We start from the UG65 settings, by adding the MQTT data transmission on the Application associated with our WS52x

 

While configuring the MQTT settings, the "uplink" topic is where the system will publish all the information received by the field sensors.

The "downlink data" topic will be instead subscribed to and the UG65 is going to check it to verify your commands to be sent to the field device.

Because we use method 2 from the Milesight article, we need to add the dynamic topic part $deveui to the topic. This will make the topic dynamic, so an individual downlink topic will be available to each device using this application

 

Configuring the Niagara station

For the purpose of this article, we are not going through the entire setup of MQTT on Niagara.

However, we have THIS ARTICLE that can give you a full guide on how to set the standard Abstract MQTT Driver Network, which is what we also used in this example.

 

We added a subscribe string point called "uplinks", where all the sensor data is going to be received, and 1 publish string point called "downlinks" where the specific payloads for my WS52x are going to be published.

 

Note the topic containing the DevEUI of my WS52x zoomed in below:

 

For the "reading" part of the uplinks, you can see the result below.

You can reference these 2 articles on how to use the JSON decoding blocks, HERE using the Json Toolkit from Tridium, and HERE using the Innon Json module from us.

Note below highlighted the payload from the WS52x decoded between other sensors

 

As for writing the downlink payloads, we need a bit of background.

The "data" required to action the open/close command on the WS52x is the following (from the device user guide):

080100ff to switch the outlet ON (open)

080000ff to switch the outlet OFF (close)

 

How to we translate this into a payload for our MQTT communication?

The payload would need to be the following:

{"confirmed":[true/false],"fport":[Data Port],"data":"[Data in Base64]"}

 

Once we know that for our settings we need "confirmed" to be "false", data port "85", we can translate the HEX data above into BASE64, using an external tool (link THIS ONE).

The payload required to action on the digital outputs will then be as following:

{"confirmed":false,"fport":85,"data":"CAEA/w=="}

Switches ON the outlet

 

{"confirmed":false,"fport":85,"data":"CAAA/w=="}

Switches OFF the outlet

 

See here below an example of implementation I made for my test, but you can build your own strategy to send the desired payload accordingly (note, the "stringselect" has the option to start counting from 0 enabled)

 

Note also that the socket has a manual on/off button on the top. Though you can create either a program object (cleaner solution) or some strategy to loop the reading to your command variable feedback slot, it might be recommended to switch off the action of the button from the configuration app, setting the Button Lock property to ON, see the property below (it is OFF in the picture)

 

If you are still reading and are curious about a potential option on how to feedback the reading back using just blocks, here is an example that could give you some ideas

Note that the feedback reading from the button is slow being LoRa. Be patient, especially with transmission times over 5/10 minutes time.
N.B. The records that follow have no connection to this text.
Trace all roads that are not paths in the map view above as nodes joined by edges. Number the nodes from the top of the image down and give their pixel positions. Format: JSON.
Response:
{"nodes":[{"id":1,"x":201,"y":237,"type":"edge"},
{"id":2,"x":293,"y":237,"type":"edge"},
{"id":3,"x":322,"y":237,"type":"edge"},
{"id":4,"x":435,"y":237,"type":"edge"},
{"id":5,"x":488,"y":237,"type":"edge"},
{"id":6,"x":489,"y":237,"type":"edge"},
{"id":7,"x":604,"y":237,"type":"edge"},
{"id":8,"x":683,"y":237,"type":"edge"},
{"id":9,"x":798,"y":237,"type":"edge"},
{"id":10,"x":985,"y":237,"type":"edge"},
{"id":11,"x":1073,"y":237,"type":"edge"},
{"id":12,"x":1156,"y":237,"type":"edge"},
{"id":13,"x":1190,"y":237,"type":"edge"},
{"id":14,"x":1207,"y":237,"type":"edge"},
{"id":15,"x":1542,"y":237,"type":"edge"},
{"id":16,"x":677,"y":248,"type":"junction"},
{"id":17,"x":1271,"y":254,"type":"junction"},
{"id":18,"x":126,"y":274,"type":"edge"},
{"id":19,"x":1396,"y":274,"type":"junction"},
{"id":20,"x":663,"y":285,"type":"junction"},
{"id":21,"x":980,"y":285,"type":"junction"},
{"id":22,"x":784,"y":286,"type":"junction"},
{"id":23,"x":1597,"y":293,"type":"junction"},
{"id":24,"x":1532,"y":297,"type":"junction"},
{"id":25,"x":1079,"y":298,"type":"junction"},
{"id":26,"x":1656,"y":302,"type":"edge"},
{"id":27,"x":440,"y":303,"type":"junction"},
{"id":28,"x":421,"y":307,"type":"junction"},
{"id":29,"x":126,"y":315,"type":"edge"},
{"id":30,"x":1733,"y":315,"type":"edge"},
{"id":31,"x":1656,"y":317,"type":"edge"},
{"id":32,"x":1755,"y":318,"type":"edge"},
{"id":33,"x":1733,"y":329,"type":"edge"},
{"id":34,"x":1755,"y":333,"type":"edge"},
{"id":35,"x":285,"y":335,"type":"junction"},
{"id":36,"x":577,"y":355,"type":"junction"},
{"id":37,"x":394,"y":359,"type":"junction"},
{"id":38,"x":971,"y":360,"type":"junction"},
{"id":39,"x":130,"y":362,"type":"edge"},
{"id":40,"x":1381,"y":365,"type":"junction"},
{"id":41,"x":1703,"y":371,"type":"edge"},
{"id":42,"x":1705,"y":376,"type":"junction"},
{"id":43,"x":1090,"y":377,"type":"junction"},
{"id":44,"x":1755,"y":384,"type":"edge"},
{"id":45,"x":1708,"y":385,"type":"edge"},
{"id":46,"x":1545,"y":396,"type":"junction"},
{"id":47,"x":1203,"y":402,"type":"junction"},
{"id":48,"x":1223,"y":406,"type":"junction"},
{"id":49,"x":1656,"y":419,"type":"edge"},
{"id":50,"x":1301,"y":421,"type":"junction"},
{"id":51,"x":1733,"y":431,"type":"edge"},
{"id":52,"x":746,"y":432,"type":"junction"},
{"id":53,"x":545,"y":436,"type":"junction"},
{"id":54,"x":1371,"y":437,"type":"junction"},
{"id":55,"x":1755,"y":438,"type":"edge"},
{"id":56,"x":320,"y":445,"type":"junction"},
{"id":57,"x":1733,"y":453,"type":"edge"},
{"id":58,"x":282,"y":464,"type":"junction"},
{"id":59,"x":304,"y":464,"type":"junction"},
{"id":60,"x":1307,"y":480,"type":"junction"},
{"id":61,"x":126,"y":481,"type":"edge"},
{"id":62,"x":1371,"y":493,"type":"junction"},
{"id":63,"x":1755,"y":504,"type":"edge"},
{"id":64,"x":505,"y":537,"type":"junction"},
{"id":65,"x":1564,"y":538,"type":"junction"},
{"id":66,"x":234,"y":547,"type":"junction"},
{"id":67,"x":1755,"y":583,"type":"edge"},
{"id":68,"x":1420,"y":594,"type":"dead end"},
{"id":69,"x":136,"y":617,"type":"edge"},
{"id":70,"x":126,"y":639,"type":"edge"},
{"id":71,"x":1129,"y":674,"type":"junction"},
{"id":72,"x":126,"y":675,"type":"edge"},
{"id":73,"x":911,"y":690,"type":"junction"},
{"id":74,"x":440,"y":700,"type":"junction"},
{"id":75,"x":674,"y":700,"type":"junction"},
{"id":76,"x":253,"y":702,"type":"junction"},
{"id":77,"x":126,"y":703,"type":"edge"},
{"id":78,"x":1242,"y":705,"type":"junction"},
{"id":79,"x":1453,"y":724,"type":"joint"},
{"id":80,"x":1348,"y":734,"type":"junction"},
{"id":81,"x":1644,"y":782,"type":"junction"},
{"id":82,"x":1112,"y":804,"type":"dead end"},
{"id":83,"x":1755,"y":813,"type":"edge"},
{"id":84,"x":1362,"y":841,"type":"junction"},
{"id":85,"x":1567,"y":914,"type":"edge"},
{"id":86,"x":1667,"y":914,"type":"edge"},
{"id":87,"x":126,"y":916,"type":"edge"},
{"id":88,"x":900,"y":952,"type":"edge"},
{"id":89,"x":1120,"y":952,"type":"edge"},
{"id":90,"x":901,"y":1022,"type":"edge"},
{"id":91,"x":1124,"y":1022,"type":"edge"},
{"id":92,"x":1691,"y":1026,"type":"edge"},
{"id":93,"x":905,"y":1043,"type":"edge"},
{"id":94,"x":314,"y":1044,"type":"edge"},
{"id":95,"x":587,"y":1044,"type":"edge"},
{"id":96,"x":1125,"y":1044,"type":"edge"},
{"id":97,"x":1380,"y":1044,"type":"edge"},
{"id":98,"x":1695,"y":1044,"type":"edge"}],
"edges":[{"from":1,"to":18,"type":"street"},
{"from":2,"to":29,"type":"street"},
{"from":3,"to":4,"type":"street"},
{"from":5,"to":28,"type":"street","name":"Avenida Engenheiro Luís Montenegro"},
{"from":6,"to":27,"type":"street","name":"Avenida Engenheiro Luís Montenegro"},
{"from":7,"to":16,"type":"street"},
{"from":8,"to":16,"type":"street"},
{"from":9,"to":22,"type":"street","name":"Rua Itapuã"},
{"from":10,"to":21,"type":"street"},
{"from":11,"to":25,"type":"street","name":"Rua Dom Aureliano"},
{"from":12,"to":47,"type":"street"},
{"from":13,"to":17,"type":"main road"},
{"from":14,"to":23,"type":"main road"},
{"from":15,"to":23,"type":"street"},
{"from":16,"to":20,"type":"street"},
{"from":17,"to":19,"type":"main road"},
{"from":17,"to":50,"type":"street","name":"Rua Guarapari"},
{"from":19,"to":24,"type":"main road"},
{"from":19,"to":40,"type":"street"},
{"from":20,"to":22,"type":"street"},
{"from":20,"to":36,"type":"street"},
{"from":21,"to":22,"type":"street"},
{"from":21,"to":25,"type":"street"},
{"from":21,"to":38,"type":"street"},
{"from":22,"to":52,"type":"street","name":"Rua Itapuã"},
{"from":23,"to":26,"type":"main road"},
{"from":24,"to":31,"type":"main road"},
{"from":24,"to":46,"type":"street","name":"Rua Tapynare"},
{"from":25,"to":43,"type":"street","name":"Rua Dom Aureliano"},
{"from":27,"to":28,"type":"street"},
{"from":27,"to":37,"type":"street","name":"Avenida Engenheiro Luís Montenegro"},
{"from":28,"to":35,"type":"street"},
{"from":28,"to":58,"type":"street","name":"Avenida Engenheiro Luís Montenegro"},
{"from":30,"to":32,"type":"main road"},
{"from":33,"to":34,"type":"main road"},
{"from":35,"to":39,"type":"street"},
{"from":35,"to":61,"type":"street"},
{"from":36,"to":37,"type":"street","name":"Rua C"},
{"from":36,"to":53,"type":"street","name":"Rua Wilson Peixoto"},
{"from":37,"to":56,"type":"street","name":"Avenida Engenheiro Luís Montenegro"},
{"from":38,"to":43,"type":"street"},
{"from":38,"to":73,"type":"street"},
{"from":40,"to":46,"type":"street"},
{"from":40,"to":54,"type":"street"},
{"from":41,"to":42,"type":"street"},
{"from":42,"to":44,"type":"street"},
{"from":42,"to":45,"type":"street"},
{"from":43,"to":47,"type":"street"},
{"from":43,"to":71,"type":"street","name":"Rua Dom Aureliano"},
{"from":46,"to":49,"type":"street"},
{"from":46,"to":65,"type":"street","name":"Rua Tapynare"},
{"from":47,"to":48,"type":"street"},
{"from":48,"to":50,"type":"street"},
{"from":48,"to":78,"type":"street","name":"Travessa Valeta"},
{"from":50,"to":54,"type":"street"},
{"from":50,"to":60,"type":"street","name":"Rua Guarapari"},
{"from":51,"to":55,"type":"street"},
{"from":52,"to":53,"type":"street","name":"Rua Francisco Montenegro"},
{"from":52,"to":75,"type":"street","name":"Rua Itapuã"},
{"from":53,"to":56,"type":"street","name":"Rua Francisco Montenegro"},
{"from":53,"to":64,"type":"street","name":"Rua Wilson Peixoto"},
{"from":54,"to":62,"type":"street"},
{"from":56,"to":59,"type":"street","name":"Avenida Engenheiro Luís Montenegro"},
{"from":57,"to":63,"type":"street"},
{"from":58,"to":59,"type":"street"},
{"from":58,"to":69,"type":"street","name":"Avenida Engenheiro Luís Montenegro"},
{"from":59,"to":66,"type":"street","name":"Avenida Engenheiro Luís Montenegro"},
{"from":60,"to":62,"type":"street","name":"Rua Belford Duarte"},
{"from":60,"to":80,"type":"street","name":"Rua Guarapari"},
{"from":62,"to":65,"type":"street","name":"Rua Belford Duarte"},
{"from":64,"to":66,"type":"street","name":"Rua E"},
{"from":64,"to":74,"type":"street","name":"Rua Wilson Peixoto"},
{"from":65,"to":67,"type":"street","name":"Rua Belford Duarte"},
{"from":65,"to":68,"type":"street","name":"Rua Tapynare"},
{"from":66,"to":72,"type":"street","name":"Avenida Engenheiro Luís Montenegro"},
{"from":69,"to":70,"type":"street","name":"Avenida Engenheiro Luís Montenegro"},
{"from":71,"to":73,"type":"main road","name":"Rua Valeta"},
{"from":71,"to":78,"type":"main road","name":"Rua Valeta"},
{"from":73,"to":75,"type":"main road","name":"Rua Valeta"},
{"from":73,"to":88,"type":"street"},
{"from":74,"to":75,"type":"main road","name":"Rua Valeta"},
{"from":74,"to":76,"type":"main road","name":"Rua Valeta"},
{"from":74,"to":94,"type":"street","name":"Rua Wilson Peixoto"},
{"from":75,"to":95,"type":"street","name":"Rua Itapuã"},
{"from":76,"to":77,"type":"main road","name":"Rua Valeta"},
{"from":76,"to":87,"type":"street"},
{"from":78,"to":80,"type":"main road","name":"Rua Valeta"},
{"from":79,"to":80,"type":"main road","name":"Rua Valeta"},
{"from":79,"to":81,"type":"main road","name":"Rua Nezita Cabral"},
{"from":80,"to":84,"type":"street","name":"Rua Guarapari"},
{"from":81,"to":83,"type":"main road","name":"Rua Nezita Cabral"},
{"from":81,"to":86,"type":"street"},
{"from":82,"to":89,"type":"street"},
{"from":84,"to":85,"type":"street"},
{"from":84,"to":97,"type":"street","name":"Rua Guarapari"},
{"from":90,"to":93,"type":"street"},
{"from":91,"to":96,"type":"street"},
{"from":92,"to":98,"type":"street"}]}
Note (again): please use the example above as it is, an example. Modify it to your need and make sure it works for your system, as it should not be just a "copy paste" exercise.

 

Things to check if it doesn't work

Is the SF (Spreading Factor) setting in the sensor matching the SF setting in the Gateway Local Network Server settings (profile)?

Is the Class also the same? Sensors with batteries tend to use class A, and even if writable, they will need to be configured in Class A without adding other classes, otherwise the Local Network Server will interpret the Downlink message as a Class C message instead of A. If the sensor is powered, Class C might be needed. Please check your settings.

Is "Confirmed" being used on the sensor and did you set your payload accordingly (true/false)?

Are you using the right fport? For Milesight sensors the default is typically 85.

Did you check on the Packages section of your Local Network Server if the downlink message is getting through? If not, you might be pushing to the wrong topic or your payload has a mistake.